Let’s Encrypt problem

Please fill out the fields below so we can help you better. Note: you must provide your domain name to get help. Domain names for issued certificates are all made public in Certificate Transparency logs (e.g. https://crt.sh/?q=example.com), so withholding your domain name here does not increase secrecy, but only makes it harder for us to provide help.

My domain is: studiosh2o.com

I ran this command:

It produced this output:

My web server is (include version): nginx

The operating system my web server runs on is (include version): Ubuntu

My hosting provider, if applicable, is: Digital Ocean

I can login to a root shell on my machine (yes or no, or I don’t know): yes

I’m using a control panel to manage my site (no, or provide the name and version of the control panel): no

The version of my client is (e.g. output of certbot --version or certbot-auto --version if you’re using Certbot): 1.3.0


I’ve been having trouble in my place since yesterday.

It seems that I have a problem with the SSL certificate.


I’ve renewed the certificate and everything is correct. But I don’t understand what’s going on. I thought it was a Let’s Encrypt problem with the certificates and that my site would be affected but when I check in:


I get the error:

unknown: dial tcp i/o timeout

What could be happening?

Thank you all very much for your attention.

That shows “Assessment failed: Unable to connect to the server” right now.

The checkhost service makes a connection to your site to see what certificate you’re using, and apparently it’s timing out.

For me, accessing http://www.studiosh2o.com/ works (it returns a redirect to HTTPS) but accessing https://www.studiosh2o.com/ times out.

Maybe there’s a firewall blocking port 443 to your website?

nmap -sT -O localhost

it gives me back:

80/tcp open http
443/tcp open https

s a firewall I use iptables

Can you connect from other parts of the Internet, though?


Is DigitalOcean’s Cloud Firewall configured to block port 443?

nmap -sT -O (my ip)

it gives me back:

80/tcp filtered http
135/tcp filtered msrpc
139/tcp filtered netbios-ssn
443/tcp filtered https
445/tcp filtered microsoft-ds
593/tcp filtered http-rpc-epmap

Your website’s IP is

nmap -sT -O

it gives me back:

80/tcp open http
443/tcp open https
6666/tcp open irc

I use nmap by SSH on the server

If you ran nmap from the server, that shows that the server can connect to itself. However, other things can’t connect to it.


I don’t understand anything. Until yesterday everything was working fine. And today I find myself with this problem.
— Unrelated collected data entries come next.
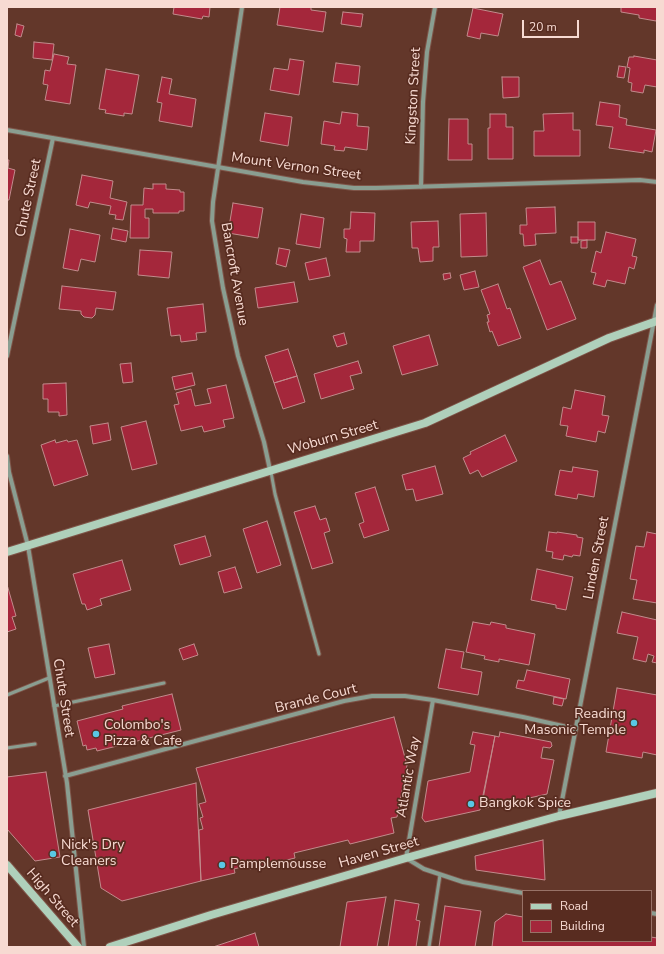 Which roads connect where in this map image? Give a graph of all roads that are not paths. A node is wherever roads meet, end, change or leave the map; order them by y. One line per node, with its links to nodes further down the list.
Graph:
1 (242, 7): 5 (street, Bancroft Avenue)
2 (435, 7): 7 (street, Kingston Street)
3 (7, 130): 4 (street, Mount Vernon Street)
4 (53, 138): 5 (street, Mount Vernon Street); 10 (street, Chute Street)
5 (218, 167): 7 (street, Mount Vernon Street); 12 (street, Bancroft Avenue)
6 (657, 182): 7 (street, Mount Vernon Street)
7 (421, 187)
8 (657, 305): 9 (street, Linden Street)
9 (655, 322): 12 (street, Woburn Street); 21 (street, Linden Street)
10 (7, 356)
11 (7, 456): 13 (street, Chute Street)
12 (270, 470): 13 (street, Woburn Street); 15 (lane)
13 (28, 546): 14 (street, Woburn Street); 16 (street, Chute Street)
14 (7, 552)
15 (319, 654)
16 (49, 678): 18 (lane); 20 (street, Chute Street)
17 (164, 683): 20 (lane)
18 (7, 695)
19 (433, 700): 21 (street, Brande Court); 24 (street, Brande Court); 27 (street, Atlantic Way)
20 (54, 706): 24 (street, Chute Street)
21 (576, 729): 26 (street, Linden Street)
22 (35, 744): 23 (lane)
23 (7, 748)
24 (65, 776): 32 (street, Chute Street)
25 (657, 793): 26 (street, Haven Street)
26 (559, 816): 27 (street, Haven Street)
27 (406, 858): 29 (street); 33 (street, Haven Street)
28 (7, 865): 31 (street, High Street)
29 (440, 875): 30 (street); 34 (lane)
30 (522, 893)
31 (78, 947)
32 (84, 947)
33 (110, 947)
34 (429, 947)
I thought it was a Let’s Encrypt problem. Well, today I got an email that said:

Sites Using a Let’s Encrypt TLS Certificate May Throw Security Warnings

How can it be a problem of a closed port if I have not touched anything and until yesterday everything was working correctly?

Same issue from Oregon, USA
Except both http and https are timing out.
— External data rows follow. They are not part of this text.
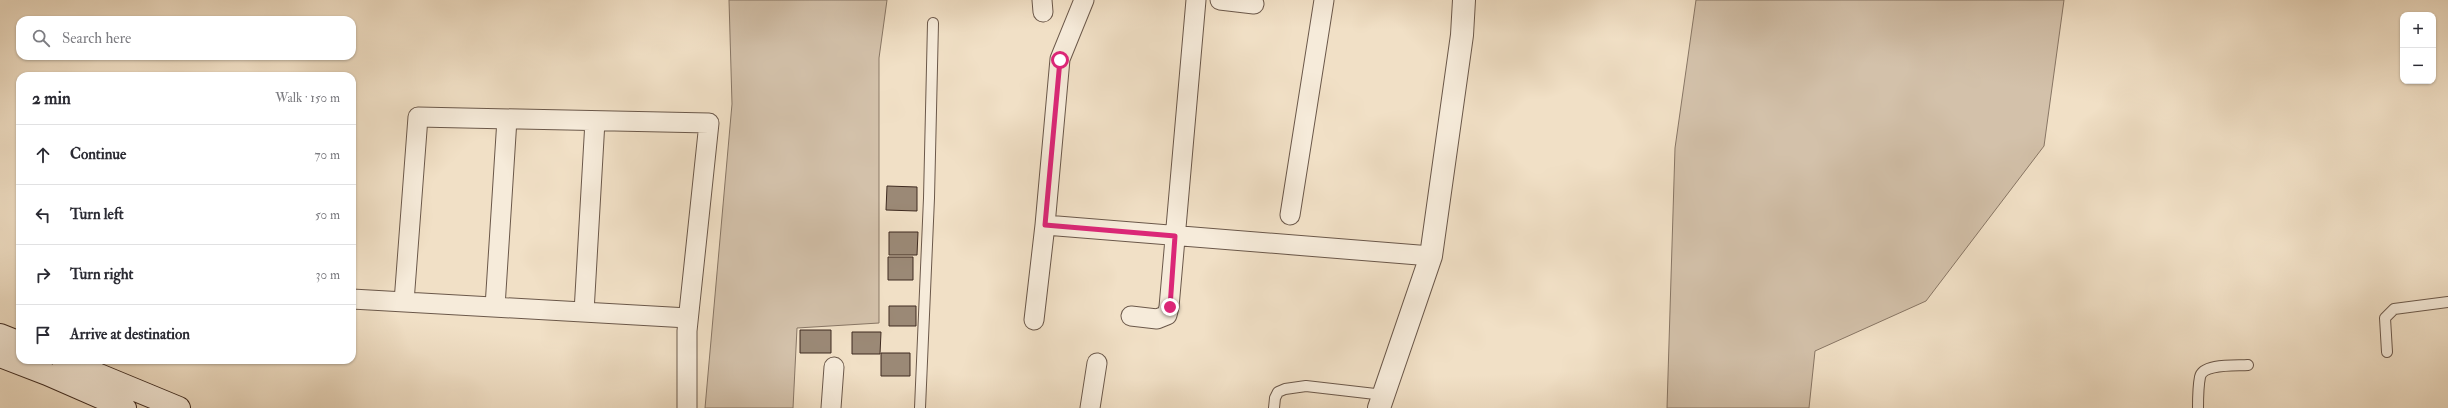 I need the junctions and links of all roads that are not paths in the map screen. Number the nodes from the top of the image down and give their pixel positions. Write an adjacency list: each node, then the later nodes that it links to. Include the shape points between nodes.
1 (1084, 0): 11 (street, via 1060,60)
2 (1196, 0): 12 (street)
3 (1220, 0): 6 (street)
4 (1324, 0): 10 (street)
5 (1464, 0): 13 (street, via 1462,35)
6 (1254, 4)
7 (933, 24): 37 (lane)
8 (507, 119): 9 (street); 15 (street, via 418,117); 17 (street)
9 (595, 121): 18 (street); 20 (street, via 709,123)
10 (1290, 215)
11 (1045, 225): 12 (street); 21 (street)
12 (1175, 236): 13 (street); 19 (street, via 1170,307 1167,315 1157,319)
13 (1430, 256): 32 (street)
14 (356, 299): 15 (street)
15 (404, 302): 17 (street)
16 (2448, 302): 24 (lane, via 2394,309 2385,318)
17 (495, 307): 18 (street)
18 (584, 312): 20 (street)
19 (1131, 316)
20 (688, 318): 35 (street)
21 (1034, 320)
22 (0, 336): 23 (street)
23 (16, 342)
24 (2387, 352)
25 (0, 356): 26 (street)
26 (16, 362)
27 (1097, 363): 38 (street)
28 (21, 364): 34 (street)
29 (71, 364): 33 (street)
30 (2248, 365): 40 (lane, via 2215,366 2203,371 2200,376)
31 (834, 367): 36 (street)
32 (1382, 401): 39 (lane, via 1306,386 1278,392)
33 (170, 406)
34 (125, 408)
35 (687, 408)
36 (831, 408)
37 (920, 408)
38 (1090, 408)
39 (1274, 408)
40 (2198, 408)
Then whose problem is it? Let’s Encrypt?

No. The timing is probably a coincidence. It’s probably some kind of firewall issue. Maybe a networking issue with your host.

1 Like

Hi @studios
@mnordhoff is right.


One correction on my part though… your http IS working but the timeout occurs after the redirect to https.


What does that mean?

It probably means you have a firewall blocking port 443.

But until yesterday everything worked fine and I haven’t touched a thing. How can that be?
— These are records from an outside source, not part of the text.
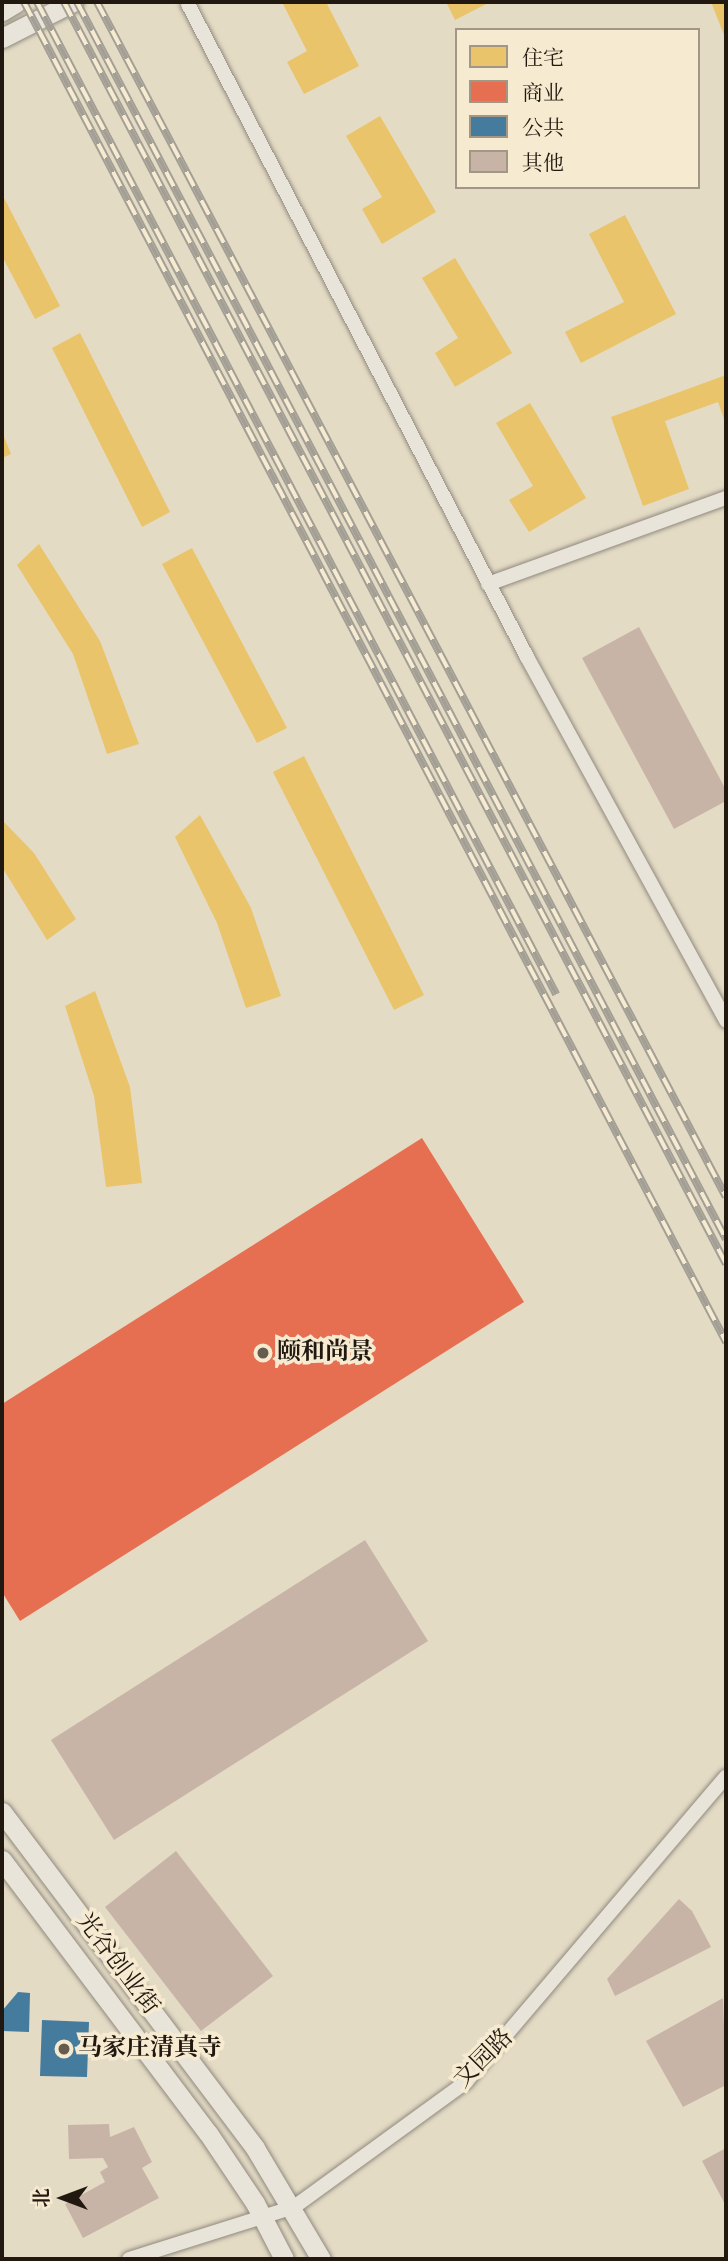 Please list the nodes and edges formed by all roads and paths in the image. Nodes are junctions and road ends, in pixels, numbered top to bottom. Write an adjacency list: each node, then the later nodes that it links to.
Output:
1 (17, 2): 4 (main road)
2 (73, 2): 5 (main road)
3 (187, 2): 7 (street)
4 (2, 11)
5 (2, 38)
6 (726, 498): 7 (street)
7 (488, 584): 8 (street)
8 (726, 1021)
9 (726, 1777): 12 (street, 文园路)
10 (2, 1812): 12 (main road, 光谷创业街)
11 (2, 1860): 13 (main road, 光谷创业街)
12 (294, 2207): 13 (street, 文园路); 16 (main road, 光谷创业街)
13 (262, 2217): 14 (street, 文园路); 15 (main road, 光谷创业街)
14 (129, 2259)
15 (284, 2259)
16 (321, 2259)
Well something has changed!

Nmap scan report for studiosh2o.com (
Host is up (0.16s latency).
rDNS record for frontend.studiosh2o.com
Not shown: 997 filtered ports
22/tcp   open   ssh
80/tcp   open   http
2222/tcp closed EtherNetIP-1

What that means is your port 443 IS filtered and needs to be opend to the public. (Your firewall most likeky)


I don’t get it.

Has only port 443 been closed?

I haven’t touched anything!



80/tcp open http
443/tcp open https

Check with your hosting provider.

@mnordhoff asked Is DigitalOcean’s Cloud Firewall configured to block port 443?

If you see it open on your local network, and we confirm it is closed… Check with your provider.